Setelah usaha coretliciknyacoret mengajak Harry kencan, akhirnya di sinilah dia. Draco Malfoy, duduk sendirian di salah satu meja dengan pemandangan terbaik di Three Crown Restaurant. Draco menunggu dengan jantungnya berlompatan di tempat, perasaan yang sama persis ketika ia menunggu hasil ujian OWL.

Draco menangkupkan kedua tangannya di atas meja, memainkan jari-jarinya. Ini absurd. Rasanya Draco bisa terserang panic attack atau nervous breakdown hanya dengan duduk menunggu Harry datang. Tapi Draco sudah bertekad untuk berhasil malam ini. Dia tidak ingin segala usaha dan tenaganya memasukkan obat pencuci perut ke dalam minuman Woodley—Healer yang seharusnya menangani Harry minggu lalu—berakhir sia-sia. Pokoknya, malam ini dia bertekad bisa bicara normal dengan Harry tanpa ada kutukan dan sarkasme atau ejekan mengiringi. Yeah, tujuan Draco hanya setinggi itu. Tapi itu normal, kan? Apalagi melihat hubungan mereka selama ini. Paling tidak kan Draco punya tujuan yang harus dicapai.

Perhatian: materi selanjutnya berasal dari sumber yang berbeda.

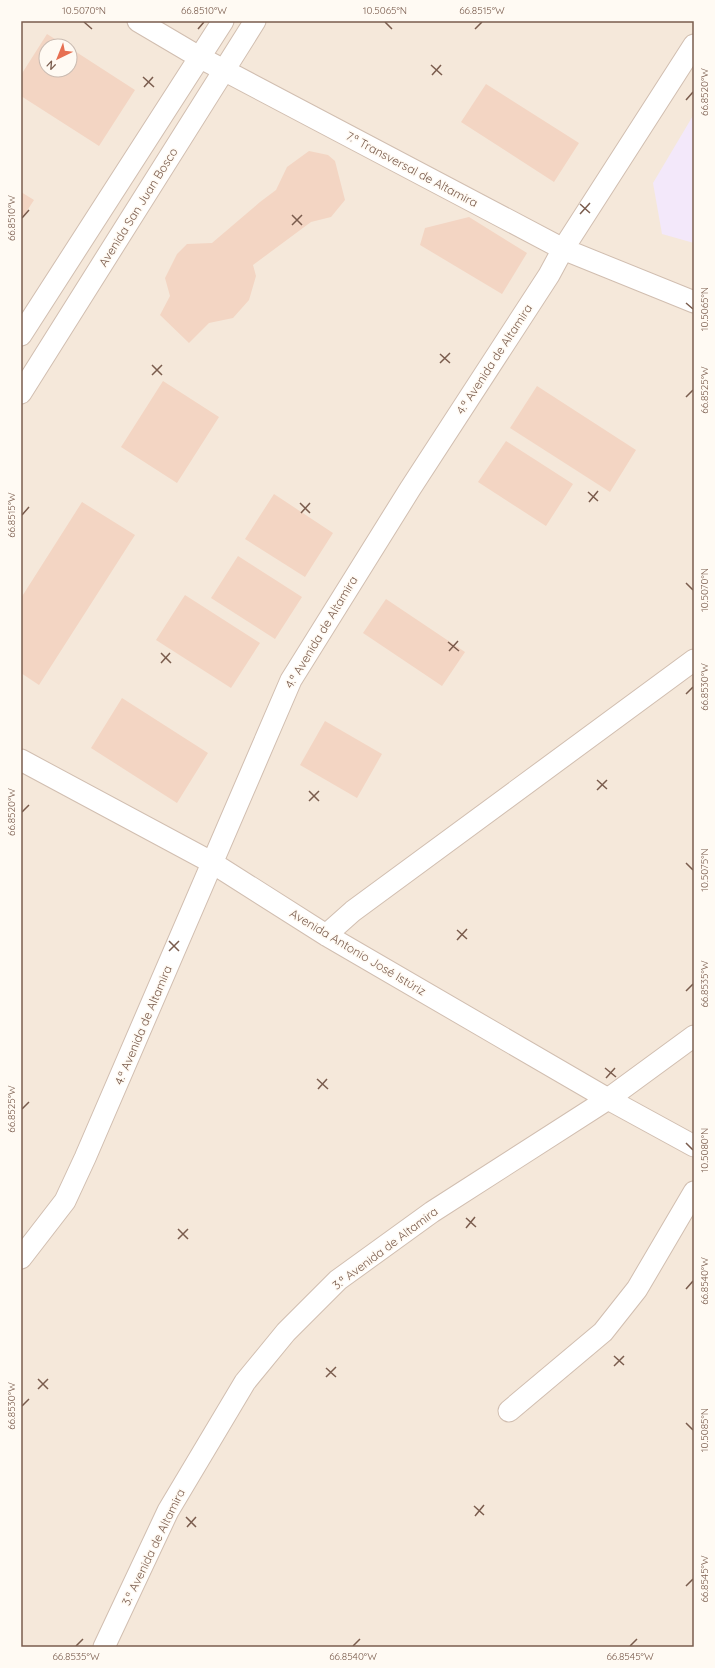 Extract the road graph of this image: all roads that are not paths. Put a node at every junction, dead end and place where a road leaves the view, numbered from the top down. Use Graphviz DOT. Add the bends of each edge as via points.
graph roads {
  1 [pos="138,21"];
  2 [pos="223,21"];
  3 [pos="255,21"];
  4 [pos="694,45"];
  5 [pos="199,57"];
  6 [pos="223,70"];
  7 [pos="564,249"];
  8 [pos="694,302"];
  9 [pos="21,335"];
  10 [pos="21,393"];
  11 [pos="694,660"];
  12 [pos="21,760"];
  13 [pos="211,862"];
  14 [pos="326,935"];
  15 [pos="694,1036"];
  16 [pos="608,1099"];
  17 [pos="694,1146"];
  18 [pos="694,1192"];
  19 [pos="21,1258"];
  20 [pos="509,1411"];
  21 [pos="104,1647"];
  1 -- 5 [label="street, 7.ª Transversal de Altamira"];
  2 -- 5 [label="street"];
  3 -- 6 [label="street, Avenida San Juan Bosco"];
  4 -- 7 [label="street, 4.ª Avenida de Altamira"];
  5 -- 6 [label="street, 7.ª Transversal de Altamira"];
  5 -- 9 [label="street"];
  6 -- 7 [label="street, 7.ª Transversal de Altamira"];
  6 -- 10 [label="street, Avenida San Juan Bosco"];
  7 -- 8 [label="street, 7.ª Transversal de Altamira"];
  7 -- 13 [label="street, 4.ª Avenida de Altamira" via="291,680"];
  11 -- 14 [label="street" via="353,910"];
  12 -- 13 [label="street, Avenida Antonio José Istúriz"];
  13 -- 14 [label="street, Avenida Antonio José Istúriz"];
  13 -- 19 [label="street, 4.ª Avenida de Altamira" via="65,1201"];
  14 -- 16 [label="street, Avenida Antonio José Istúriz"];
  15 -- 16 [label="street, 3.ª Avenida de Altamira"];
  16 -- 17 [label="street, Avenida Antonio José Istúriz"];
  16 -- 21 [label="street, 3.ª Avenida de Altamira" via="432,1212 344,1275 286,1332 245,1382 168,1511"];
  18 -- 20 [label="street" via="637,1289 603,1332"];
} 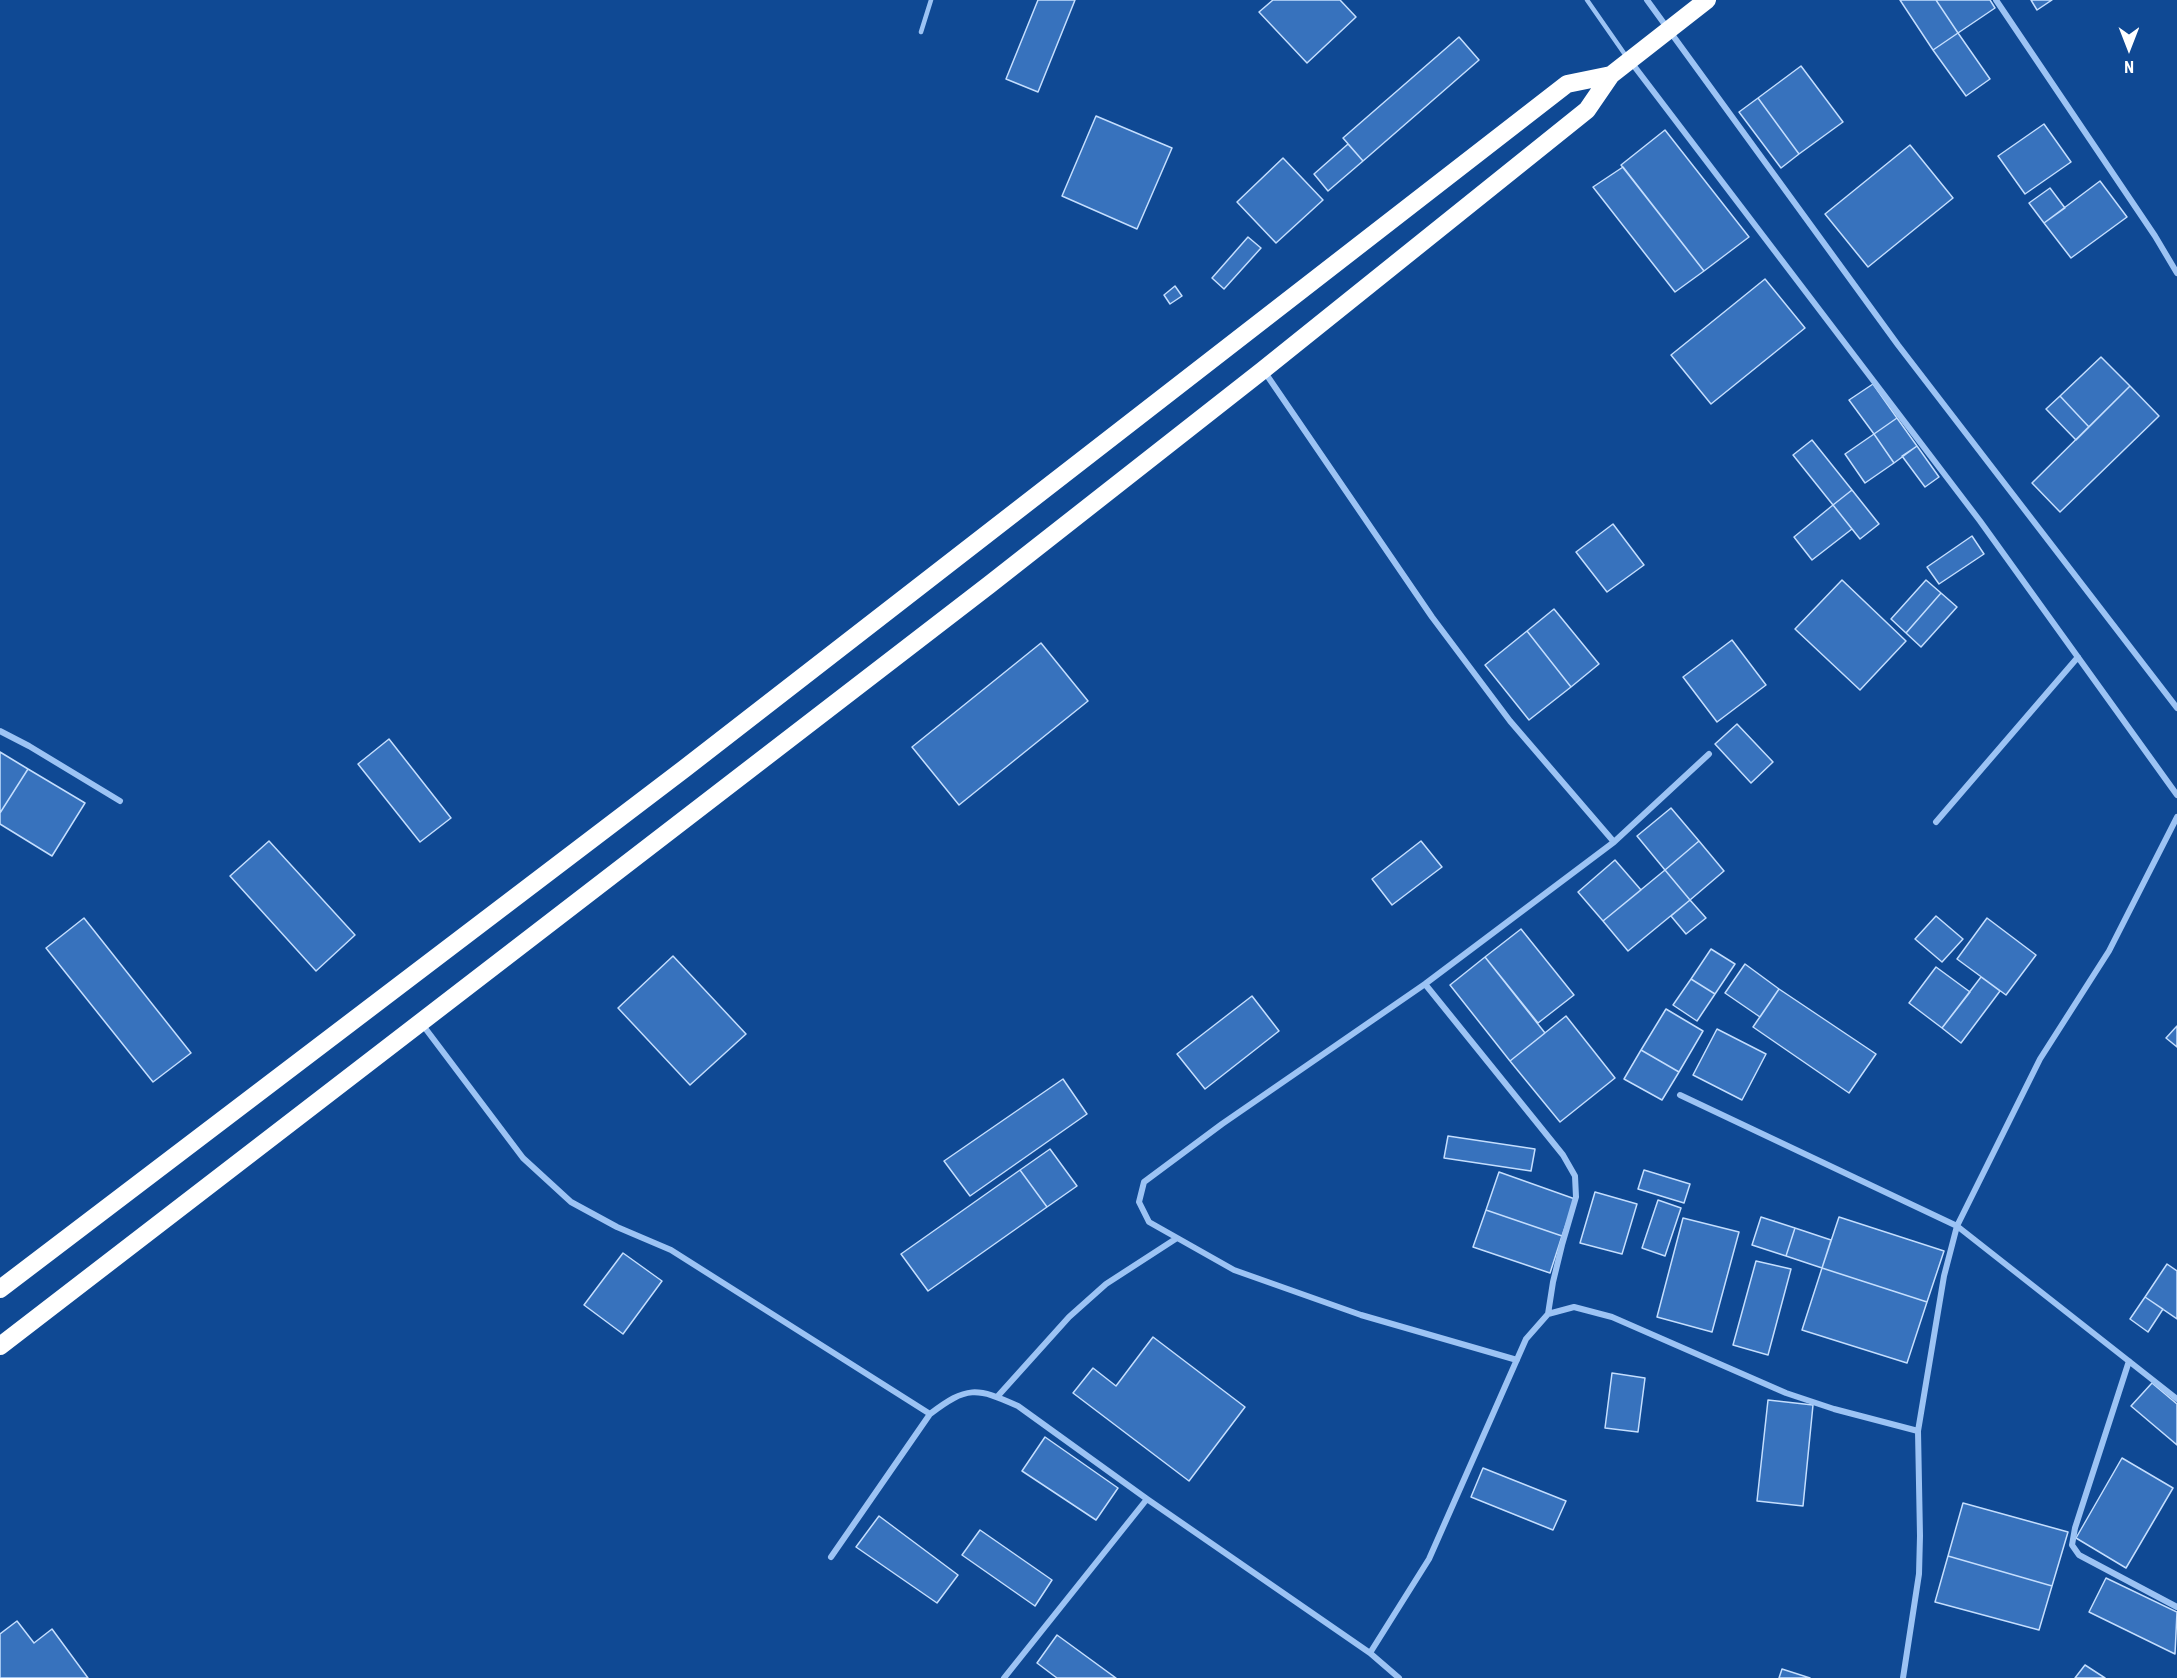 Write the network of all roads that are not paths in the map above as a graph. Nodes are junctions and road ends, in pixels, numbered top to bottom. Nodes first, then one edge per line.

Draco melirik jam kukuk yang burungnya tengah menari tap di sudut restoran. Ternyata lirikan saja tidak cukup. Soalnya burungnya melompat-lompat terus sambil bergaya, jadi jarum dan angkanya tidak kelihatan. Akhirnya Draco harus menoleh menatap lurus ke arah si burung, lalu memiringkan kepalanya dan mencondongkan tubuhnya ke kiri. Karena tidak kelihatan juga, Draco lebih mencondongkan tubuh lagi. Kakinya yang memakai pantofel hitam mengkilat ia kaitkan pada penyangga meja.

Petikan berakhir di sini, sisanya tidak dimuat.